第8話
神、などという存在を信仰する全ての愚かなる君へ。遍く恩恵は神から与えられた、などの妄想は、酒席の肴にすらならぬ。
――アーケス二世(国王)――
「答えて……本当に、本当に心の底から、私が殺されて喜ぶ……と思っているの?」
「あ、あぁ……お前は狂っているからな、だからキティーナも――」
面倒そうに寝返りを打ち、床に座ったままの孝行を見つめるユリカ。はぁ……と呆れるような溜息を、わざとらしく吐いてみせると、更に孝行の顔に暗雲が立ち込めていく。
「いい加減にしてくださいね、孝行」
声に出さず、それでも孝行は「はっ?」と口をアングリと開けた。
「狂っている、とか……キティーナを殺したのはお前だ、とか……。いえ、確かに貴方は精神が衰弱していたかもしれません、私が至らぬところも多々あるでしょうが……」
出来の悪い息子を諭す時、きっとこのような表情になるのだろう――ユリカは思った。
「聴かせてください、孝行が自信を持つ、『猜疑心』とやらを……」
息を吸い込み、「あぁ、話してやるさ」と彼女を睨め付けた孝行は、しかしながら……顎髭の医者にも語った誤解譚を繰り返すだけだった。それでもユリカは否定せず、またその話かと欠伸もせず、黙して彼の訴えを聴き続けた。

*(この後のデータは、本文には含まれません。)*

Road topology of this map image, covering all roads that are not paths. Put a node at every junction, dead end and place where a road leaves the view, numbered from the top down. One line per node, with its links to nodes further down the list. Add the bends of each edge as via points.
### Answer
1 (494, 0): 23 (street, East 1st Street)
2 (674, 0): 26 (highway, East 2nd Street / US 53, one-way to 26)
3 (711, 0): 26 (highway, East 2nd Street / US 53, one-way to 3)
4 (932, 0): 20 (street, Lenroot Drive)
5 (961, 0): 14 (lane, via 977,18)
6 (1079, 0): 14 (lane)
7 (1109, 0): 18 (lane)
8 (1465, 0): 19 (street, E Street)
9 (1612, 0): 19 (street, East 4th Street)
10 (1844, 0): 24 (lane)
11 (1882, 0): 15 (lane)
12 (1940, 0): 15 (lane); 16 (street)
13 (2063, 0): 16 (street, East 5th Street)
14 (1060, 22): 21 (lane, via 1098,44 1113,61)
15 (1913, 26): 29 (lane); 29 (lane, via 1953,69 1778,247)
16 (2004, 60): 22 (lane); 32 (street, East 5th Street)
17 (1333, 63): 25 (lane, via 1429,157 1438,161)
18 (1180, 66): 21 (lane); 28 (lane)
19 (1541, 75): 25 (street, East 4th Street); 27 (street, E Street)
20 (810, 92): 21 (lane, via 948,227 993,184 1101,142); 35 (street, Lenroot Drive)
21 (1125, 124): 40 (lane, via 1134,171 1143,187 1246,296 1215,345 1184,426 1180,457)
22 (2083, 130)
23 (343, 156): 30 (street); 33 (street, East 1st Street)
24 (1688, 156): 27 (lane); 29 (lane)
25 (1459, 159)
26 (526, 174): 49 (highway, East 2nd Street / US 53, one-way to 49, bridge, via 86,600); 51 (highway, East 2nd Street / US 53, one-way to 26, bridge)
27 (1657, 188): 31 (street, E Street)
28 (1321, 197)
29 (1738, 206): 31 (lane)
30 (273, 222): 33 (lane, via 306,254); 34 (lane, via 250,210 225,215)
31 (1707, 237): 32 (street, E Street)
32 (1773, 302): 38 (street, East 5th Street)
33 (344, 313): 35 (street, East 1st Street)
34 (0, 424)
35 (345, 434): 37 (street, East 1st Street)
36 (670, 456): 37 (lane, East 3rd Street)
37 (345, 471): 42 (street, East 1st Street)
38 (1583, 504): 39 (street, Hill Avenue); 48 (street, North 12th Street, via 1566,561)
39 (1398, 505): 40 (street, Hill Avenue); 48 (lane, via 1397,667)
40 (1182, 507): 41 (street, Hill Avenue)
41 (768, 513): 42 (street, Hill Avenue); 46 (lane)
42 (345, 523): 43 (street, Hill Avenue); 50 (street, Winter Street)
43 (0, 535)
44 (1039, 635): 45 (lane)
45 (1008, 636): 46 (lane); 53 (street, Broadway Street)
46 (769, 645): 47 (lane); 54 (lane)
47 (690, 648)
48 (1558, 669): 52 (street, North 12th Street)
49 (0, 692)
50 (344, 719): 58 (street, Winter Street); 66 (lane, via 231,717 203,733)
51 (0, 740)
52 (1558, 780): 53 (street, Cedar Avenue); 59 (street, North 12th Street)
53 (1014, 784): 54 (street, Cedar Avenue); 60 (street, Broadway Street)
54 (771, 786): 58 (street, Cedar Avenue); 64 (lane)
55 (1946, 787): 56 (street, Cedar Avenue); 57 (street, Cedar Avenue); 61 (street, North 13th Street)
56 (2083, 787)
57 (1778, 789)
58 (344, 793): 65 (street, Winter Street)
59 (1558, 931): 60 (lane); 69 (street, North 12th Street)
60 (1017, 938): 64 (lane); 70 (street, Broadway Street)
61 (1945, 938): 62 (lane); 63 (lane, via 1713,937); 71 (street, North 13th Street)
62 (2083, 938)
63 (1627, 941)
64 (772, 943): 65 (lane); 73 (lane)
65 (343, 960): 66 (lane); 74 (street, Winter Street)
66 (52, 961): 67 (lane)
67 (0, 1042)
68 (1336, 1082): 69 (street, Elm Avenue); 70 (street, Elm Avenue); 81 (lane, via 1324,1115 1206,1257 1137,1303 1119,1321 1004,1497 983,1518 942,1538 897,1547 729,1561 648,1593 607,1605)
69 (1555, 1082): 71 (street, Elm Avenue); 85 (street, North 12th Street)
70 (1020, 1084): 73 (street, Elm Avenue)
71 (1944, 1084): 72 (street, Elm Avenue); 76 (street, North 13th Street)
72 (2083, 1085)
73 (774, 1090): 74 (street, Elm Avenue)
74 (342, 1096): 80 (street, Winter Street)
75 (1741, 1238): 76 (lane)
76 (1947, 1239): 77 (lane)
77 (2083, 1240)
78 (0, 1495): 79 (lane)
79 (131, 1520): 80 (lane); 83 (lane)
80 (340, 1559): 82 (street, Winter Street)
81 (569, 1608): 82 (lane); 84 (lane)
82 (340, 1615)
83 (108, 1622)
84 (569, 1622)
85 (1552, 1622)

「……分かったか。あの時はお前達に言いくるめられたが、やっぱり俺とキティーナの仲を……壊したのはお前だ、ユリカ。一緒に暮らしていただって? 家賃を払ったのは私だ? 婚姻届も書いたって? 全部デタラメだ、真っ赤な嘘をベラベラと真実のように語りやがって……!」
あの医者と結託して、俺を狂わせようとしたんだろう!
フゥフゥと息を切らし、思いの丈を叫び切った孝行。
一方の彼女は……「そう」と暗い声調で返し、仰向けとなって天井を見やる。
「言いにくいけど……孝行。キティーナさんは、貴方を完全に信頼していなかったのでは?」
怒りに我を忘れ、孝行が立ち上がろうとした瞬間――ユリカは「良いから聴きなさい」と一喝した。
まさかこの女が、俺を叱るなんて……予想外の展開に虚を突かれ、孝行は再び床に座った。
「よく、考えてください。キティーナさんと私、そして孝行……貴方を二人の女性が欲している。いわば女性同士の闘争……この時、キティーナさんの方は圧倒的に有利。どうしてか、分かります?」
「……キティーナは、俺の妻だ」
そうよ、孝行。それで良いのよ――歓喜したくなるのを必死に抑え、ユリカは「そうです」と無表情に頷くだけだった。
「そう、彼女は貴方の妻。……でしたら、二人の間には絶対的な信頼関係があった、という事です。夫は妻を労り、妻は夫を慕い……。と、なれば……ポンと現れた私の言葉など、耳を傾ける必要なんて無いですよね」
「……そこにお前が――」
「それですよ、孝行。……信頼関係は何処に行きました? 彼女は『嘘を吐くな』と私を殺せば良かった、なのに――」
どうして孝行を疑ったの?
ゆっくりと顔を傾け……ユリカは沈黙する孝行を見つめた。
「勿論、私はキティーナさんを憎いと思いました。だって孝行を独り占めしているんですもの……でも、森の中でお話した時、ハッキリと分かりました」
力強く……ユリカは言い切った。
「私の方が、孝行の伴侶に相応しい――って」
孝行は「何を言っていやがる」と、もしくは立ち上がるべきだった。
ユリカの声が、言葉が、全てが余りに真実味を帯びているような気さえしなければ。
「私の持って来た書類、あれは全てが本物です。……でも、キティーナさんはそれを破り捨てて『嘘を吐くな』って怒るべきだった! それが私には……恋情の上で敵同士とはいえ、余りに悲し過ぎます」
項垂れる孝行に追い打ちを掛けるように、ユリカは心を鬼にして続ける。
「……本当に相手を信じていれば、何も獣になる必要はありません。キティーナさんの愛情は嘘だなんて言いません、言いませんけど……」
あえてユリカは明言を避けた。言葉の続きを孝行に想像させる事で(無論、一つの答えへの誘導は完了している)、自覚という最良の薬を処方してやる為だった。
「この異世界を生き抜く上で、ましてやいつ何時も刺客に追われ続ける身で……キティーナさんの取った行動は、孝行ならどう思いますか」
孝行は答えない。少しでも発言すれば――全てユリカに歪曲されると恐れていた。そしてユリカは……彼の恐れを悟っていた。
「良い機会ですから、言いますが……私、孝行の事を愛しています、何でもしてあげたいくらい。でも……」
一拍、間を開けてユリカは言った。